### Exercise details
Report how many lines in the records carry the string "West", and give no further text.

### Stored data

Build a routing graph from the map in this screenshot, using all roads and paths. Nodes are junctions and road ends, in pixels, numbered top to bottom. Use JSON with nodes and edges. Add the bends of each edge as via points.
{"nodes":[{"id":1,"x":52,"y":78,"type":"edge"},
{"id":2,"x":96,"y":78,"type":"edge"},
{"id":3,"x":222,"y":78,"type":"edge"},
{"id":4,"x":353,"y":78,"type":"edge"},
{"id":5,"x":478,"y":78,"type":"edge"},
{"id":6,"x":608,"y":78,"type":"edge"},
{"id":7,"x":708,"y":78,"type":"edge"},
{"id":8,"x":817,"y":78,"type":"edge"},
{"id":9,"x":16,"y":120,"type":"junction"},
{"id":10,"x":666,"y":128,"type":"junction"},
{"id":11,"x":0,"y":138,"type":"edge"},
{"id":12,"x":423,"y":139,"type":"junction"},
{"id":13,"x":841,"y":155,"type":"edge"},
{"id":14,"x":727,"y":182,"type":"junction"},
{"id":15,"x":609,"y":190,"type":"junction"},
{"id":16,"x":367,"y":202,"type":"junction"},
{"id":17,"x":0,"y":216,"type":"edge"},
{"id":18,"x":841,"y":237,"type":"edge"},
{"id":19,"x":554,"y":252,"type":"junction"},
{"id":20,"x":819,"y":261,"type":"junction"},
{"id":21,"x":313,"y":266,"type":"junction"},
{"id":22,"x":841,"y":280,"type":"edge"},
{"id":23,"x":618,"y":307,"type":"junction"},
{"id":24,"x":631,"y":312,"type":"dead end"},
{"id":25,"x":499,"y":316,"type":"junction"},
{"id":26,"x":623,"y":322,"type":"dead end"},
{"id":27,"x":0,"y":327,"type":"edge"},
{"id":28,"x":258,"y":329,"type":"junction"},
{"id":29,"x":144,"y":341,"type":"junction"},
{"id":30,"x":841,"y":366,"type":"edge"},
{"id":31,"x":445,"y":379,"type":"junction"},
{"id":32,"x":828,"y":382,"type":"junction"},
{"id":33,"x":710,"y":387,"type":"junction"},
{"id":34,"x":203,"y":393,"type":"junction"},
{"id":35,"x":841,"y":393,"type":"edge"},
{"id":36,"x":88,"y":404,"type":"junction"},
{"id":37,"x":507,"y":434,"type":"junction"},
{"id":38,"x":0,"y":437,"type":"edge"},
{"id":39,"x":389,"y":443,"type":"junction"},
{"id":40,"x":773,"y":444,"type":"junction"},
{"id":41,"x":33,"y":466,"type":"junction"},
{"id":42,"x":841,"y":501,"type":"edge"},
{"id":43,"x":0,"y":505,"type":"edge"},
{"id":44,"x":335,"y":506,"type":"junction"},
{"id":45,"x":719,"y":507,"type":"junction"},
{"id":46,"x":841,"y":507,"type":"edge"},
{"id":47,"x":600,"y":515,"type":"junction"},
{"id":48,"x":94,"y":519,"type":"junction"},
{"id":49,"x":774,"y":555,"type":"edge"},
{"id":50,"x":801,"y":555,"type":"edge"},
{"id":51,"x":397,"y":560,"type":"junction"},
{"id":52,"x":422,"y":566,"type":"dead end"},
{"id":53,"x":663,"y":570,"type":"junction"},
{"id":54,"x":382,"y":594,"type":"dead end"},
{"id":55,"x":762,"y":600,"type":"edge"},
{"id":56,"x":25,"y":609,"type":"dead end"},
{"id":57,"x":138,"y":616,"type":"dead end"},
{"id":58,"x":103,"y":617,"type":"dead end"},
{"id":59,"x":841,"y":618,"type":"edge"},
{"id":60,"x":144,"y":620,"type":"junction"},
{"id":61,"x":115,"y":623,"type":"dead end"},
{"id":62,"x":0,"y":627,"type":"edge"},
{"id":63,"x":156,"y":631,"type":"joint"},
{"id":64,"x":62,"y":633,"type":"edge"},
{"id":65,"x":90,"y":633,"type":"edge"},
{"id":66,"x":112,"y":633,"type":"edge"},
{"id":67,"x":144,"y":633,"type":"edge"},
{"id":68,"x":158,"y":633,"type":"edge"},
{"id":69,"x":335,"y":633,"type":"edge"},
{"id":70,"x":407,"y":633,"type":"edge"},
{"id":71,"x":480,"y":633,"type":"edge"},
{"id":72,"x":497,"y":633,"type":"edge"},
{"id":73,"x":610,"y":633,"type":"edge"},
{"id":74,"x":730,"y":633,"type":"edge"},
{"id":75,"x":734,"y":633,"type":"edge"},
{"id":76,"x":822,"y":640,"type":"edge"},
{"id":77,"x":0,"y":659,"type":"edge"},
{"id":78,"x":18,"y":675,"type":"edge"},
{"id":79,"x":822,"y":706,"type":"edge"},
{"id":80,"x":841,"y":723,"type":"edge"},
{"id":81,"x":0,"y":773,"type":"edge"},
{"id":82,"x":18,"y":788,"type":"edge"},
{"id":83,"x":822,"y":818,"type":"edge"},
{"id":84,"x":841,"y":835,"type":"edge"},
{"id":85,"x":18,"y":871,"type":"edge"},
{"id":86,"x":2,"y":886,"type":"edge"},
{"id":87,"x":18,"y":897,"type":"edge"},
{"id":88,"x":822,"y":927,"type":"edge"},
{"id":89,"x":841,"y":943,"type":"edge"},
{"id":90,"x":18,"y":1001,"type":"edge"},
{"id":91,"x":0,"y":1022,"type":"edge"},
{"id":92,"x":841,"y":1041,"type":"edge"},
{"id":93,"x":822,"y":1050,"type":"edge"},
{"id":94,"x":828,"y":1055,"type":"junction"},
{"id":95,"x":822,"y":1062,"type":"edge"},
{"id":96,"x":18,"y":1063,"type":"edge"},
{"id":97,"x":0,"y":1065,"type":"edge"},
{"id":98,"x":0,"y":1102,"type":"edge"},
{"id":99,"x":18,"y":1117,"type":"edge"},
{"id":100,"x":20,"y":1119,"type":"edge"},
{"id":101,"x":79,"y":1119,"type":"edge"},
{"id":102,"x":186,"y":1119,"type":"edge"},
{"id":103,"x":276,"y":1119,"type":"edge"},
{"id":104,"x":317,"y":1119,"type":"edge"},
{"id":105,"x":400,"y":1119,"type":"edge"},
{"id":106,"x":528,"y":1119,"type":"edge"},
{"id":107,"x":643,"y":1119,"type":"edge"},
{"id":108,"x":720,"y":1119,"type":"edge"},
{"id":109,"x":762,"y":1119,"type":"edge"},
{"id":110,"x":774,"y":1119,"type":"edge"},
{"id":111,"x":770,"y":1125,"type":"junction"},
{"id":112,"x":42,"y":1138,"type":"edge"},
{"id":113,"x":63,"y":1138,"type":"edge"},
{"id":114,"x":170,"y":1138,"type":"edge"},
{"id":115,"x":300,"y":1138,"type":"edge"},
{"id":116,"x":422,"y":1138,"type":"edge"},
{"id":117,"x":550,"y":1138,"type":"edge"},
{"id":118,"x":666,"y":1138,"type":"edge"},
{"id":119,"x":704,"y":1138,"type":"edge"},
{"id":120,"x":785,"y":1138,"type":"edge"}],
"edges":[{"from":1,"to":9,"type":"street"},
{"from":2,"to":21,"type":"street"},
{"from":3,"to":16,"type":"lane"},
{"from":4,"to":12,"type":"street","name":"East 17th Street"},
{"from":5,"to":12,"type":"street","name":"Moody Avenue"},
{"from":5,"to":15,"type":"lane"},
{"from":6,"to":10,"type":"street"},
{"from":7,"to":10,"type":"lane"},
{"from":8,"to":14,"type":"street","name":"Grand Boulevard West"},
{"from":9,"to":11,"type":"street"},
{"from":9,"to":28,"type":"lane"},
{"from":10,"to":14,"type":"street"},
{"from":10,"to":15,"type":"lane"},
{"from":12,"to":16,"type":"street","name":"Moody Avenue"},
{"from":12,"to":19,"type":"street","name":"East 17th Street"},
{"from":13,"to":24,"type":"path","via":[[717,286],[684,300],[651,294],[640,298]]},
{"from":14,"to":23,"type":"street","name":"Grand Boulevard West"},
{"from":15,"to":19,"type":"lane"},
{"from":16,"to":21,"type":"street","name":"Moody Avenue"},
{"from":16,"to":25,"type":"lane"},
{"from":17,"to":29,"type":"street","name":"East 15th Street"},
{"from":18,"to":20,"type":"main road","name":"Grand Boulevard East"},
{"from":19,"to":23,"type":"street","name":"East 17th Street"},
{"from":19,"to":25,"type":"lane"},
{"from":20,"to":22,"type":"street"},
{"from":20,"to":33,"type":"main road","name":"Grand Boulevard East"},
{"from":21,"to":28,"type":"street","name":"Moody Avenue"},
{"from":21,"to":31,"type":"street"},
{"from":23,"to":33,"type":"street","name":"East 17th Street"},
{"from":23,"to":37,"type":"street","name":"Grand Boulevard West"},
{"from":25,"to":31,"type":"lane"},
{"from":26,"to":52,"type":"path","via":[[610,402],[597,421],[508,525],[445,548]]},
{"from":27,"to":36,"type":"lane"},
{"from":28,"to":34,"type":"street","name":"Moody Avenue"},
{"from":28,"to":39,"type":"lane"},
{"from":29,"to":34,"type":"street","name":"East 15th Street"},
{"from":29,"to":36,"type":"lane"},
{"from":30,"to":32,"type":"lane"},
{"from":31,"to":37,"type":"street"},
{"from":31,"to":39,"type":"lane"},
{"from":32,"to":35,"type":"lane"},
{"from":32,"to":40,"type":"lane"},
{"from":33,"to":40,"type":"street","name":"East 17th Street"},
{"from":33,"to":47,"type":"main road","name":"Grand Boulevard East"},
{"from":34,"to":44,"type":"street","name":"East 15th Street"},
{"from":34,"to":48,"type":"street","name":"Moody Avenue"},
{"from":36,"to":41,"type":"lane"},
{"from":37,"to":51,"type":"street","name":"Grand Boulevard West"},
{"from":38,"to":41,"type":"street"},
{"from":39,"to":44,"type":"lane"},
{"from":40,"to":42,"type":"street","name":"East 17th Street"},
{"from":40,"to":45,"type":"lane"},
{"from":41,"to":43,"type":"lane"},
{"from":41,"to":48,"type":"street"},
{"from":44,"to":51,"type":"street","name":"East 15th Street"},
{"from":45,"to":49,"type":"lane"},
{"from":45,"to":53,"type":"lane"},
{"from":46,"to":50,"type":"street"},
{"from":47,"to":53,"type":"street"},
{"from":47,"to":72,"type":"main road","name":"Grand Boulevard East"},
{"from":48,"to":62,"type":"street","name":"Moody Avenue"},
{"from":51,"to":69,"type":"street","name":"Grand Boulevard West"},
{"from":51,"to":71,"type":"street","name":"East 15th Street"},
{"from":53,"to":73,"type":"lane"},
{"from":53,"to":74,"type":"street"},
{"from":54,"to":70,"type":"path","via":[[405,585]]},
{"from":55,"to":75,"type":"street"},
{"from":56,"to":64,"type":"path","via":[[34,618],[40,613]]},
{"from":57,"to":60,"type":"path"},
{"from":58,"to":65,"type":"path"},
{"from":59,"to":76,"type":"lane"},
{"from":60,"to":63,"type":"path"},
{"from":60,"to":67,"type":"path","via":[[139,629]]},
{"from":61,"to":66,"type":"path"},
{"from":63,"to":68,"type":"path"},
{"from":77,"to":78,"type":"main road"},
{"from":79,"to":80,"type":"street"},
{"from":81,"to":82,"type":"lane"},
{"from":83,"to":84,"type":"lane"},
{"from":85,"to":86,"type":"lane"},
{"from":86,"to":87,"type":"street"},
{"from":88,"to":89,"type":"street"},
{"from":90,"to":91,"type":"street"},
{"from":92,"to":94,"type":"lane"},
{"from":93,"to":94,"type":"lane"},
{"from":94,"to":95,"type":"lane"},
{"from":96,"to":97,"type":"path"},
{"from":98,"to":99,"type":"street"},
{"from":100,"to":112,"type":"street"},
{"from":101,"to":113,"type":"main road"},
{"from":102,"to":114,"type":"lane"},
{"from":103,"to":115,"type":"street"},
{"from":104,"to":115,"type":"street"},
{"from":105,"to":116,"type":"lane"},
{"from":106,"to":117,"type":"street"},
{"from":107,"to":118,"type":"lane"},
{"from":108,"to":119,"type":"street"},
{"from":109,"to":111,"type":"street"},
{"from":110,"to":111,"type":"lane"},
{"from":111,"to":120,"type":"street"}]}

### Task solution
5